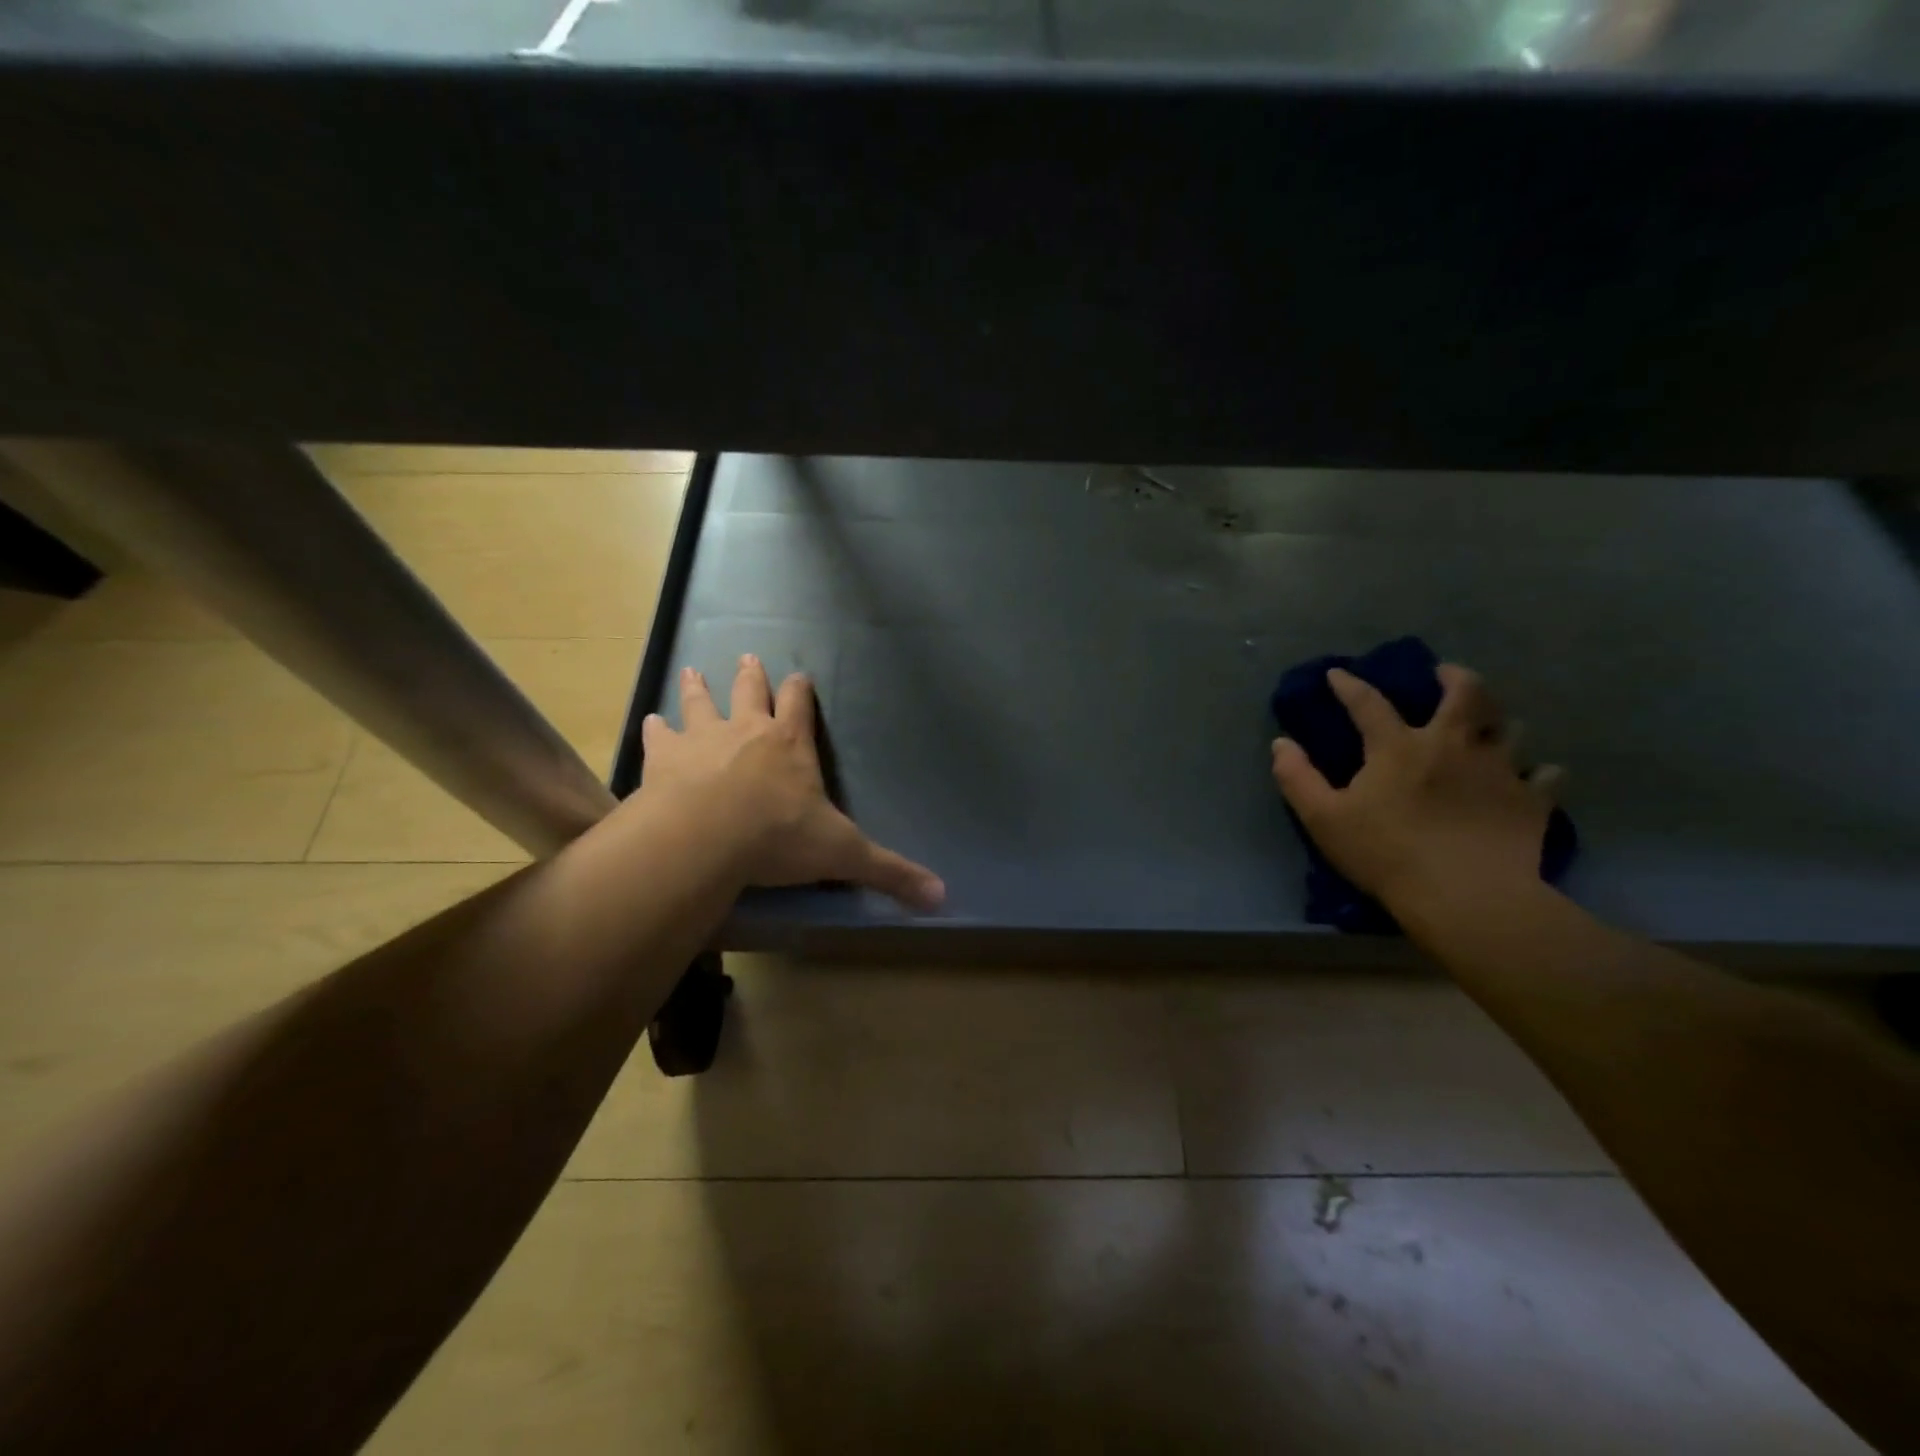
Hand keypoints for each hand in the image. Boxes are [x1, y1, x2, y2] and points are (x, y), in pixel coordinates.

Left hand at [641, 655, 944, 911]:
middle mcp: (747, 731)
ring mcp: (702, 740)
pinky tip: (650, 722)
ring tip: (692, 672)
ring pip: (701, 704)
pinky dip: (655, 730)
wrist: (705, 837)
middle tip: (746, 656)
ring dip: (698, 689)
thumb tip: (942, 897)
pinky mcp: (664, 759)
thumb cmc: (778, 838)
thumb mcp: (843, 854)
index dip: (800, 690)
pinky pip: (659, 737)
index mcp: (790, 745)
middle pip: (749, 692)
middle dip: (751, 676)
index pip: (799, 705)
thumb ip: (889, 872)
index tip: (799, 676)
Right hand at [1270, 664, 1558, 914]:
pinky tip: (1532, 777)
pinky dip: (1538, 772)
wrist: (1465, 897)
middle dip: (1453, 676)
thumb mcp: (1323, 818)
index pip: (1369, 702)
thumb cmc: (1385, 854)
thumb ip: (1297, 777)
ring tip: (1487, 726)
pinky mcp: (1531, 801)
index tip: (1337, 674)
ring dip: (1496, 721)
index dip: (1349, 685)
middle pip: (1465, 693)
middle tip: (1445, 675)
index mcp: (1399, 747)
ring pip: (1509, 727)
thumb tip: (1281, 743)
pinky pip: (1545, 776)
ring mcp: (1499, 770)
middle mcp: (1453, 745)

*-*-*

*What this task involves*. Read through the data above. Report each line that has the word "thumb".

*Response to the exercise*.
thumb tip: (942, 897)
thumb cmc: (778, 838)
thumb mcp: (843, 854)
thumb ip: (889, 872)
thumb mcp: (1323, 818)
thumb cmc: (1385, 854)
thumb ip: (1297, 777)
thumb tip: (1281, 743)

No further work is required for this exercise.